1.2. Standards and Tools for Schemas and Metadata: XML Schema and RDF

The structure and meaning of XML documents are themselves natural candidates for description using XML. XML Schema is a W3C draft recommendation for describing XML document structure using XML instance syntax, giving much more power than XML's built-in DTD language, allowing for example a class hierarchy of element types. RDF is a W3C recommendation for uniform annotation of information about information. Its goal is to provide uniform access for search, retrieval and organisation of web-based information.

1.3. Standards and Tools for Application Development: DOM

If you have to build your own application, do you have to start from the bottom, parsing a character stream? Fortunately, not only are there already a number of XML parsers available, there's a W3C recommendation on how applications can access a parsed XML document: the Document Object Model.

2. Who Should Attend

If you need to deliver structured data over the web, then present it in one or more output media, using vendor-independent standards, this seminar is for you. It will help you to

Managers and analysts concerned with documents and information within IT, computing, office systems and corporate publishing departments in all sectors will benefit.

3. Outline Contents
3.1. Electronic Style
3.1.1. Background

Three aspects of a document: content, structure, appearance. A brief history in three stages:

3.1.2. Electronic style specificiation

Structured documents, formal style specifications and medium-dependent appearance: How they fit together. Managing style as opposed to managing documents.

3.1.3. The right tool for the job: three style standards

Strengths and weaknesses of each style language. Which is right for what situation?

3.1.4. CSS tools and examples

An introduction to controlling HTML document appearance with CSS. Microsoft and Netscape CSS support.

3.1.5. XSL tools and examples

An introduction to the XSL recommendation: how does it provide for associating simple styles with tags you add to your HTML documents, or for defining a completely new style for XML documents? Major-vendor and freeware tools for XSL: Internet Explorer 5 and XT.

3.2. Constraining document structure

An introduction to XML Schema: how does it allow you to say just as much about the structure of your documents as you wish, and no more? How inheritance allows specialisation of document structure while still allowing general-purpose tools to operate.
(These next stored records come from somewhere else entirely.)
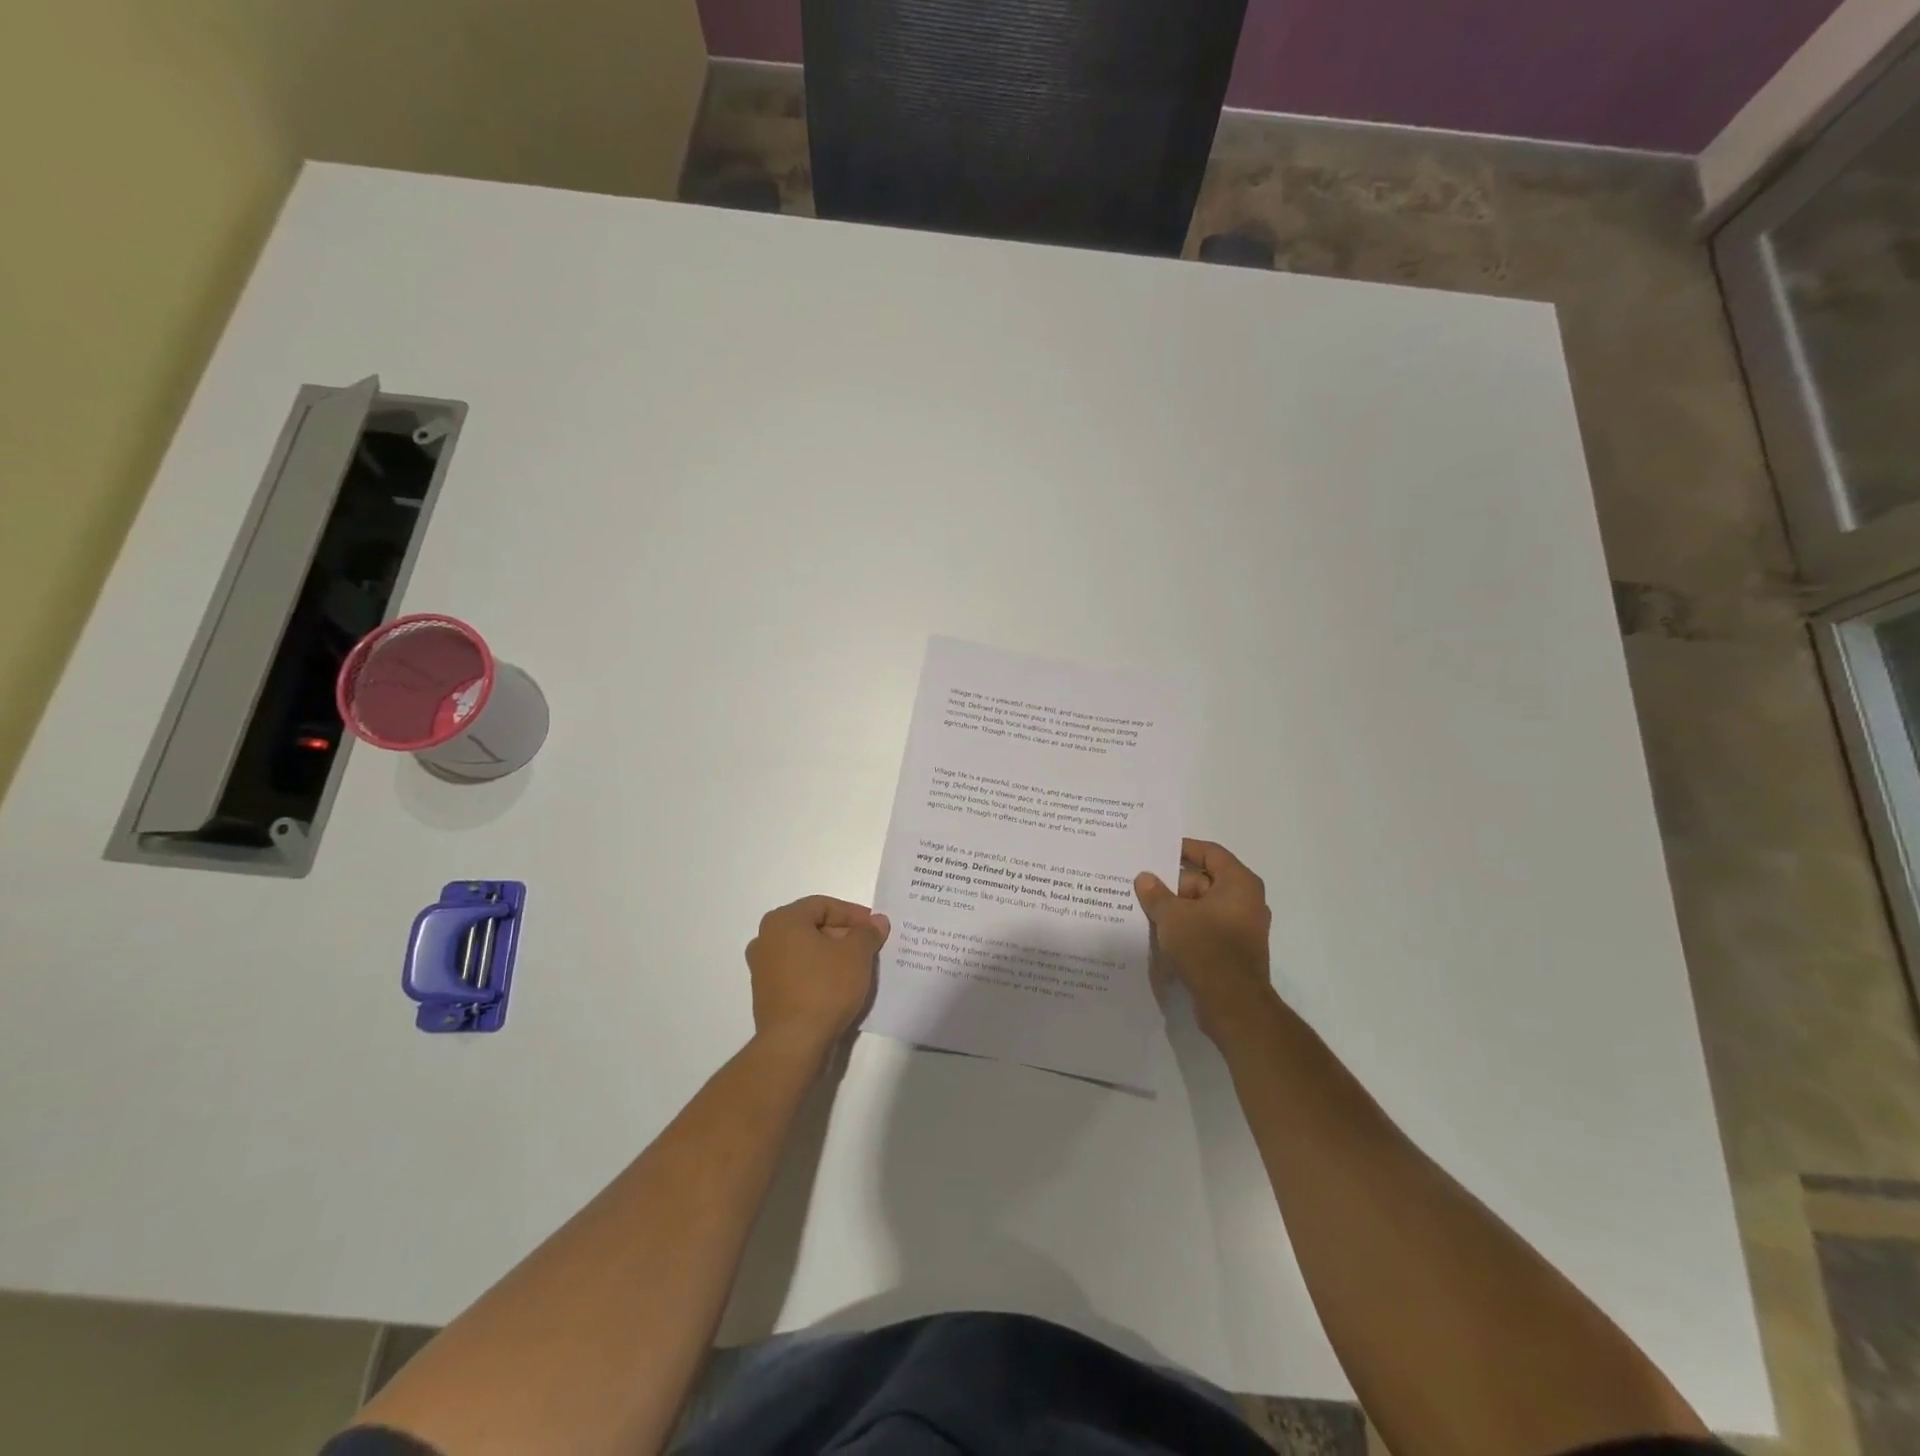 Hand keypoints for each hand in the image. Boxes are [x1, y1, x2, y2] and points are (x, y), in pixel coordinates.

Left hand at [745, 896, 890, 1056]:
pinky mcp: (766, 994)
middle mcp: (766, 938)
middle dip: (843, 934)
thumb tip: (876, 922)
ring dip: (831, 954)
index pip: (824, 905)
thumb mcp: (856, 954)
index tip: (875, 928)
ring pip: (805, 950)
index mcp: (783, 921)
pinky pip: (797, 972)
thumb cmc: (825, 987)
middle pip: (812, 926)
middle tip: (869, 947)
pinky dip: (818, 973)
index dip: (853, 914)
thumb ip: (868, 932)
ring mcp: (762, 968)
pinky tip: (839, 986)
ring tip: (857, 967)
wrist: (794, 1043)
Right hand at [1135, 839, 1273, 1040]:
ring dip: (1178, 910)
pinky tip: (1162, 937)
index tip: (1157, 851)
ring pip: (1203, 908)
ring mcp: (1242, 928)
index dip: (1184, 849)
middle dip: (1173, 886)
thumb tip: (1144, 878)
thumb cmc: (1206, 948)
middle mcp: (1247, 901)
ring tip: (1147, 913)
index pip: (1210, 853)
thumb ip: (1155, 893)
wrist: (1232, 1004)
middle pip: (1204, 881)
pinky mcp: (1235, 951)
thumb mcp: (1172, 916)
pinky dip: (1187, 929)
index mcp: (1239, 884)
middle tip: (1143, 888)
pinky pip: (1207, 929)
3.3. Describing document content

An introduction to RDF: how does it provide a standard way of telling the WWW what your document is about, who wrote it and who should read it. Relation to other standards, including PICS and Digital Signatures.
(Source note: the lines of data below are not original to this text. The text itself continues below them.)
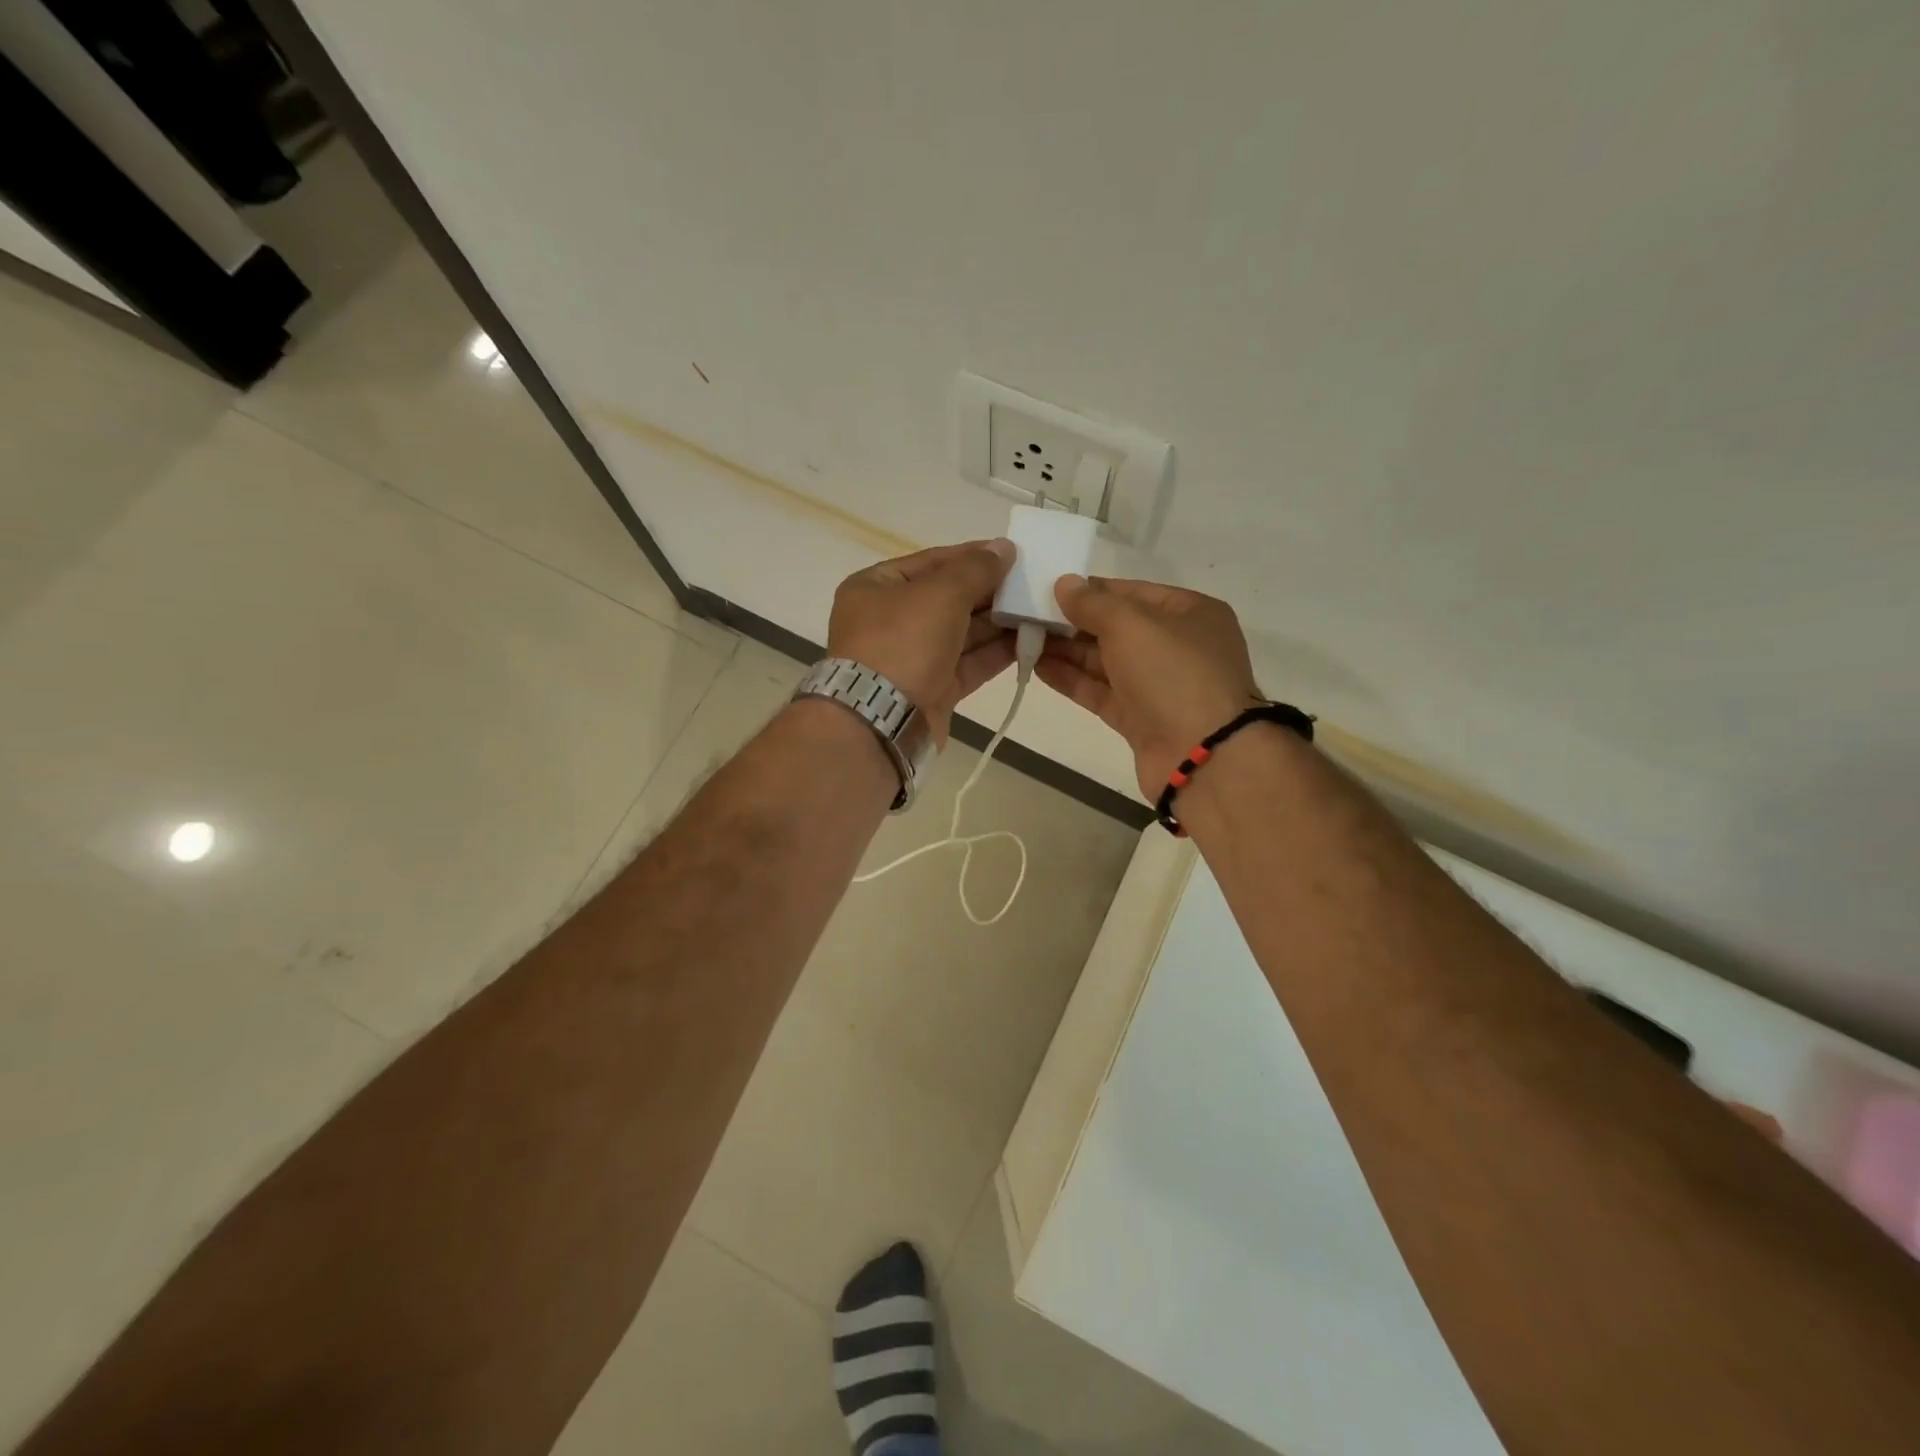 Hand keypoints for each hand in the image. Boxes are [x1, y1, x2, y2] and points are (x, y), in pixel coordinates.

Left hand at [826, 539, 1016, 744]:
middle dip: (989, 592)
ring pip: (961, 633)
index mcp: (876, 587)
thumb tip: (1003, 548)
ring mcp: (910, 658)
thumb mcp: (940, 593)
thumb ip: (975, 569)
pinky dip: (995, 653)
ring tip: (1037, 611)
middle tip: (1030, 584)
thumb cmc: (902, 642)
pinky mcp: (931, 690)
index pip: (931, 561)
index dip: (972, 556)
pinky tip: (1028, 642)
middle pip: (948, 598)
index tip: (1010, 554)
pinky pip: (967, 664)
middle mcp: (890, 621)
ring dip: (997, 623)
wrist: (881, 721)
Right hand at [1037, 575, 1264, 798]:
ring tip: (1025, 639)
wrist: (1202, 756)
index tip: (1049, 589)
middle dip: (1073, 622)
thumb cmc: (1173, 673)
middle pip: (1117, 628)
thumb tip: (1065, 584)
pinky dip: (1072, 680)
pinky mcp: (1140, 719)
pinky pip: (1101, 692)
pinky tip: (1039, 667)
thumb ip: (1093, 603)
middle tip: (1028, 616)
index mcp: (1190, 613)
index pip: (1132, 592)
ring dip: (1067, 651)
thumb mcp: (1131, 624)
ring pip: (1106, 662)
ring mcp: (1158, 686)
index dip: (1091, 590)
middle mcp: (1177, 646)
3.4. Application access to documents

An introduction to the DOM: how does it provide a parser (and programming language) independent API for standardised access to (HTML/XML) document content? What DOM-supporting tools are available already?

3.5. Summary conclusions

What should your company be doing about deploying XML?

4. The Tutorial Presenter

Henry S. Thompson is Reader in Artificial Intelligence and Cognitive Science at the University of Edinburgh, where he is chiefly engaged in research and research management in the Language Technology Group of the Human Communication Research Centre. He has published several language research corpora on CD-ROM, and has developed software systems for SGML and DSSSL. He was a member of the original W3C SGML Working Group, responsible for the first drafts of the XML standard. He was a co-author of the XML-Data proposal and the original XSL proposal and is now a member of the XSL working group and the XML Schema working group. He is the author of XED, the first freely available XML editor.

Marc Moens is Senior Research Fellow and Manager of the Edinburgh Language Technology Group, has over 15 years experience in language processing and document handling work. He has played a key part in projects involving the creation of text routing and document classification tools; the development of authoring tools for controlled languages; and information extraction from documents.